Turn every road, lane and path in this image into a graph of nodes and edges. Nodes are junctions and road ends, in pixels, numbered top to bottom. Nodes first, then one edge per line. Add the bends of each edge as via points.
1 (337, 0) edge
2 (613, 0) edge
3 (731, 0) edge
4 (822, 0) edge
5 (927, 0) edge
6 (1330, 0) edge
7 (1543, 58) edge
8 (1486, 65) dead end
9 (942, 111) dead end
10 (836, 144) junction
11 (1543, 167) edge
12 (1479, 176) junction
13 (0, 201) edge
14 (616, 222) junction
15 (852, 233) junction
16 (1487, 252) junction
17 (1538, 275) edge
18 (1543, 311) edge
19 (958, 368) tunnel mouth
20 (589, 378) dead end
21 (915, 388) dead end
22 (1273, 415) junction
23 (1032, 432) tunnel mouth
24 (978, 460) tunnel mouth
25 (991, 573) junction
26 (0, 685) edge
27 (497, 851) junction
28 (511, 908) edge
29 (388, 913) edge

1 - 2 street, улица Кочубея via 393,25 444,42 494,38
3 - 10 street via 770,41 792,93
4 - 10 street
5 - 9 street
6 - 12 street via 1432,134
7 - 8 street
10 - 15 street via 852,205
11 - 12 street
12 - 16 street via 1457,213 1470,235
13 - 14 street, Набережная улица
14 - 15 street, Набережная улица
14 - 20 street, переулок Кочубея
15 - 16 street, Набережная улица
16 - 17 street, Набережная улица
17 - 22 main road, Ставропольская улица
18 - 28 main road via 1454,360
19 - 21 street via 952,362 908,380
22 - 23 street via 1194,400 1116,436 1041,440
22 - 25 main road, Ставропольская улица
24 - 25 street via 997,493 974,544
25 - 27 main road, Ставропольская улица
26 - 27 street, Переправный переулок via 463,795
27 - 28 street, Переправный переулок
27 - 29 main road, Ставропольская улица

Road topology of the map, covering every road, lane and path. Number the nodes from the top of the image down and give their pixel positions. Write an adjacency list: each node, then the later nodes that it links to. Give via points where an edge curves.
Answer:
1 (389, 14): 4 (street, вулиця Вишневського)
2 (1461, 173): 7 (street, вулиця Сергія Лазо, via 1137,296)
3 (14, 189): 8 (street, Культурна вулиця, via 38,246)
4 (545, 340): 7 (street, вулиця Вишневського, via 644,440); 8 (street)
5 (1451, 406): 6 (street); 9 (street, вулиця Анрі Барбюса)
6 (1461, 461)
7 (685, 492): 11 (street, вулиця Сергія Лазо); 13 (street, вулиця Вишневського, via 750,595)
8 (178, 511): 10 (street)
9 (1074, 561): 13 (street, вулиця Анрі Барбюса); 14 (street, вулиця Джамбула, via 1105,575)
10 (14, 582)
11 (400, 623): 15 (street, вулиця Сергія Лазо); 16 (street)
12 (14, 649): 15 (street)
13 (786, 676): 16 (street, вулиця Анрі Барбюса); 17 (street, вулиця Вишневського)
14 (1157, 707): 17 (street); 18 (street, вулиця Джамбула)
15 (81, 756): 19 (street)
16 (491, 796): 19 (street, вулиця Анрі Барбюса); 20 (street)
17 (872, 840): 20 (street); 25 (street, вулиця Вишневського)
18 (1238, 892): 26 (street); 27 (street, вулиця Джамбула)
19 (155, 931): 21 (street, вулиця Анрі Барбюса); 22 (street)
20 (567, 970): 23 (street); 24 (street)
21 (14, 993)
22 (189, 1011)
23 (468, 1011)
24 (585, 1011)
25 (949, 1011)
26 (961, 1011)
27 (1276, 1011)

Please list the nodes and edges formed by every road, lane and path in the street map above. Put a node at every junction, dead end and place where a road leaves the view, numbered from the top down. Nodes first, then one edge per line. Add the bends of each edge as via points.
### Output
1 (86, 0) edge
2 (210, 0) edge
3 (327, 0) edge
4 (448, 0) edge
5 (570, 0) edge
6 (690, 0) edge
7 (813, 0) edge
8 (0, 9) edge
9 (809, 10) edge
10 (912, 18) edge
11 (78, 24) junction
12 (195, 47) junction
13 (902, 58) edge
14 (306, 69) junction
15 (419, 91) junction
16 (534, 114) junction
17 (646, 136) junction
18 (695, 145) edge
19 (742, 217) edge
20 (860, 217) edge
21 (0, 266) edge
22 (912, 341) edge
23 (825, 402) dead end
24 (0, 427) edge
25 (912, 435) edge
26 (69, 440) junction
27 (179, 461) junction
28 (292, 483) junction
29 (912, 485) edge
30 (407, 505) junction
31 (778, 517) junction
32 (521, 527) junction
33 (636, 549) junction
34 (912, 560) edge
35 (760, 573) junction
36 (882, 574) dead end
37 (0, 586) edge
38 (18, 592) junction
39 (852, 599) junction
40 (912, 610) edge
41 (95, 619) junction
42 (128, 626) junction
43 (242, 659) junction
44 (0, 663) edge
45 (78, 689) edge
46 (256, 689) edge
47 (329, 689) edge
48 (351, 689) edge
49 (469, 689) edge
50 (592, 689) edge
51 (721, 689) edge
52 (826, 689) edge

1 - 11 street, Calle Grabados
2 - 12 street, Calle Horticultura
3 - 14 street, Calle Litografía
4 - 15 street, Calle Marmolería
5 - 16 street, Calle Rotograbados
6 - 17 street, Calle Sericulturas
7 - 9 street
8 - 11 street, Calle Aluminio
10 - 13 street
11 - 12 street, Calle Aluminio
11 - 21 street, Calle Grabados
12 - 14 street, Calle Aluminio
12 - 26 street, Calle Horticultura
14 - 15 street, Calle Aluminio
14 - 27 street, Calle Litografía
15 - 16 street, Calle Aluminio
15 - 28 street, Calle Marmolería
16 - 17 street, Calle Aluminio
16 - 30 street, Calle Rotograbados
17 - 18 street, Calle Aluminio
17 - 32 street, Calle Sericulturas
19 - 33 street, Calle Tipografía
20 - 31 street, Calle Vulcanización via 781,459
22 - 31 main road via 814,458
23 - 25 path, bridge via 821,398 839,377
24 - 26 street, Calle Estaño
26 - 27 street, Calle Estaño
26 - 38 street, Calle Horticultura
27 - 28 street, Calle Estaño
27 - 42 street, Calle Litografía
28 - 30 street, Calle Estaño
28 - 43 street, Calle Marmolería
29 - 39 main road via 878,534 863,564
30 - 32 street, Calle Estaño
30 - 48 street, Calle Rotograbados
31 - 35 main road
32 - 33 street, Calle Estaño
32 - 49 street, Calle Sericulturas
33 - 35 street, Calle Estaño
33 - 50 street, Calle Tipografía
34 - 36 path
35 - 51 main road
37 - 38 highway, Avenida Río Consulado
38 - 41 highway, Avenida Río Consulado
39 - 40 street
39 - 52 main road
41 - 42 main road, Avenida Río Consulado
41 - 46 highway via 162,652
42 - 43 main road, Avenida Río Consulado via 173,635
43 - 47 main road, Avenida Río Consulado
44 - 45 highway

(THE PROBLEM) From the first line to the last, return the data exactly as written.

(EXERCISE SOLUTION)
Turn every road, lane and path in this image into a graph of nodes and edges. Nodes are junctions and road ends, in pixels, numbered top to bottom. Nodes first, then one edge per line. Add the bends of each edge as via points.
1 (337, 0) edge
2 (613, 0) edge
3 (731, 0) edge
4 (822, 0) edge
5 (927, 0) edge
6 (1330, 0) edge
7 (1543, 58) edge
8 (1486, 65) dead end
9 (942, 111) dead end
10 (836, 144) junction
11 (1543, 167) edge
12 (1479, 176) junction
13 (0, 201) edge
14 (616, 222) junction
15 (852, 233) junction
16 (1487, 252) junction
17 (1538, 275) edge
18 (1543, 311) edge
19 (958, 368) tunnel mouth
20 (589, 378) dead end
21 (915, 388) dead end
22 (1273, 415) junction
23 (1032, 432) tunnel mouth
24 (978, 460) tunnel mouth
25 (991, 573) junction
26 (0, 685) edge
27 (497, 851) junction
28 (511, 908) edge
29 (388, 913) edge

1 - 2 street, улица Кочубея via 393,25 444,42 494,38
3 - 10 street via 770,41 792,93
4 - 10 street
5 - 9 street
6 - 12 street via 1432,134
7 - 8 street
10 - 15 street via 852,205
11 - 12 street
12 - 16 street via 1457,213 1470,235
13 - 14 street, Набережная улица
14 - 15 street, Набережная улица
14 - 20 street, переулок Кочубея
15 - 16 street, Набережная улица
16 - 17 street, Набережная улица
17 - 22 main road, Ставропольская улица
18 - 28 main road via 1454,360
19 - 21 street via 952,362 908,380
22 - 23 street via 1194,400 1116,436 1041,440
22 - 25 main road, Ставропольская улица
24 - 25 street via 997,493 974,544
25 - 27 main road, Ставропольская улица
26 - 27 street, Переправный переулок via 463,795
27 - 28 street, Переправный переулок
27 - 29 main road, Ставропольская улица

Road topology of the map, covering every road, lane and path. Number the nodes from the top of the image down and give their pixel positions. Write an adjacency list: each node, then the later nodes that it links to. Give via points where an edge curves.
Answer:
1 (389, 14): 4 (street, вулиця Вишневського)
2 (1461, 173): 7 (street, вулиця Сергія Лазо, via 1137,296)
3 (14, 189): 8 (street, Культурна вулиця, via 38,246)
4 (545, 340): 7 (street, вулиця Вишневського, via 644,440); 8 (street)
5 (1451, 406): 6 (street); 9 (street, вулиця Анрі Барбюса)
6 (1461, 461)
7 (685, 492): 11 (street, вулиця Сергія Лазо); 13 (street, вулиця Вишневського, via 750,595)
8 (178, 511): 10 (street)
9 (1074, 561): 13 (street, вулиця Анрі Барбюса); 14 (street, вулиця Джамбула, via 1105,575)
10 (14, 582)
11 (400, 623): 15 (street, вулиця Сергія Лазо); 16 (street)
12 (14, 649): 15 (street)
13 (786, 676): 16 (street, вулиця Анрі Барбюса); 17 (street, вулиця Вишневського)
14 (1157, 707): 17 (street); 18 (street, вулиця Джамбула)
15 (81, 756): 19 (street)
16 (491, 796): 19 (street, вулиця Анрі Барбюса); 20 (street)
17 (872, 840): 20 (street); 25 (street, вулиця Вишневського)
18 (1238, 892): 26 (street); 27 (street, вулиця Джамбула)
19 (155, 931): 21 (street, вулиця Анрі Барбюса); 22 (street)
20 (567, 970): 23 (street); 24 (street)
21 (14, 993)
22 (189, 1011)
23 (468, 1011)
24 (585, 1011)
25 (949, 1011)
26 (961, 1011)
27 (1276, 1011)

Please list the nodes and edges formed by every road, lane and path in the street map above. Put a node at every junction, dead end and place where a road leaves the view, numbered from the top down. Nodes first, then one edge per line. Add the bends of each edge as via points.
### Output
1 (86, 0) edge
2 (210, 0) edge
3 (327, 0) edge
4 (448, 0) edge
5 (570, 0) edge
6 (690, 0) edge
7 (813, 0) edge
8 (0, 9) edge
9 (809, 10) edge
10 (912, 18) edge
11 (78, 24) junction
12 (195, 47) junction
13 (902, 58) edge
14 (306, 69) junction
15 (419, 91) junction
16 (534, 114) junction
17 (646, 136) junction
18 (695, 145) edge
19 (742, 217) edge
20 (860, 217) edge
21 (0, 266) edge
22 (912, 341) edge
23 (825, 402) dead end
24 (0, 427) edge
25 (912, 435) edge
26 (69, 440) junction
27 (179, 461) junction
28 (292, 483) junction
29 (912, 485) edge
30 (407, 505) junction
31 (778, 517) junction
32 (521, 527) junction
33 (636, 549) junction
34 (912, 560) edge
35 (760, 573) junction
36 (882, 574) dead end
37 (0, 586) edge
38 (18, 592) junction
39 (852, 599) junction
40 (912, 610) edge
41 (95, 619) junction
42 (128, 626) junction
43 (242, 659) junction
44 (0, 663) edge
45 (78, 689) edge
46 (256, 689) edge
47 (329, 689) edge
48 (351, 689) edge
49 (469, 689) edge
50 (592, 689) edge
51 (721, 689) edge
52 (826, 689) edge

1 - 11 street, Calle Grabados
2 - 12 street, Calle Horticultura
3 - 14 street, Calle Litografía
4 - 15 street, Calle Marmolería
5 - 16 street, Calle Rotograbados
6 - 17 street, Calle Sericulturas
7 - 9 street
8 - 11 street, Calle Aluminio
10 - 13 street
11 - 12 street, Calle Aluminio
11 - 21 street, Calle Grabados
12 - 14 street, Calle Aluminio
12 - 26 street, Calle Horticultura
14 - 15 street, Calle Aluminio
14 - 27 street, Calle Litografía
15 - 16 street, Calle Aluminio
15 - 28 street, Calle Marmolería
16 - 17 street, Calle Aluminio
16 - 30 street, Calle Rotograbados
17 - 18 street, Calle Aluminio
17 - 32 street, Calle Sericulturas
19 - 33 street, Calle Tipografía
20 - 31 street, Calle Vulcanización via 781,459
22 - 31 main road via 814,458
23 - 25 path, bridge via 821,398 839,377
24 - 26 street, Calle Estaño
26 - 27 street, Calle Estaño
26 - 38 street, Calle Horticultura
27 - 28 street, Calle Estaño
27 - 42 street, Calle Litografía
28 - 30 street, Calle Estaño
28 - 43 street, Calle Marmolería
29 - 39 main road via 878,534 863,564
30 - 32 street, Calle Estaño
30 - 48 street, Calle Rotograbados
31 - 35 main road
32 - 33 street, Calle Estaño
32 - 49 street, Calle Sericulturas
33 - 35 street, Calle Estaño
33 - 50 street, Calle Tipografía
34 - 36 path
35 - 51 main road
37 - 38 highway, Avenida Río Consulado
38 - 41 highway, Avenida Río Consulado
39 - 40 street
39 - 52 main road
41 - 42 main road, Avenida Río Consulado
41 - 46 highway via 162,652
42 - 43 main road, Avenida Río Consulado via 173,635
43 - 47 main road, Avenida Río Consulado
44 - 45 highway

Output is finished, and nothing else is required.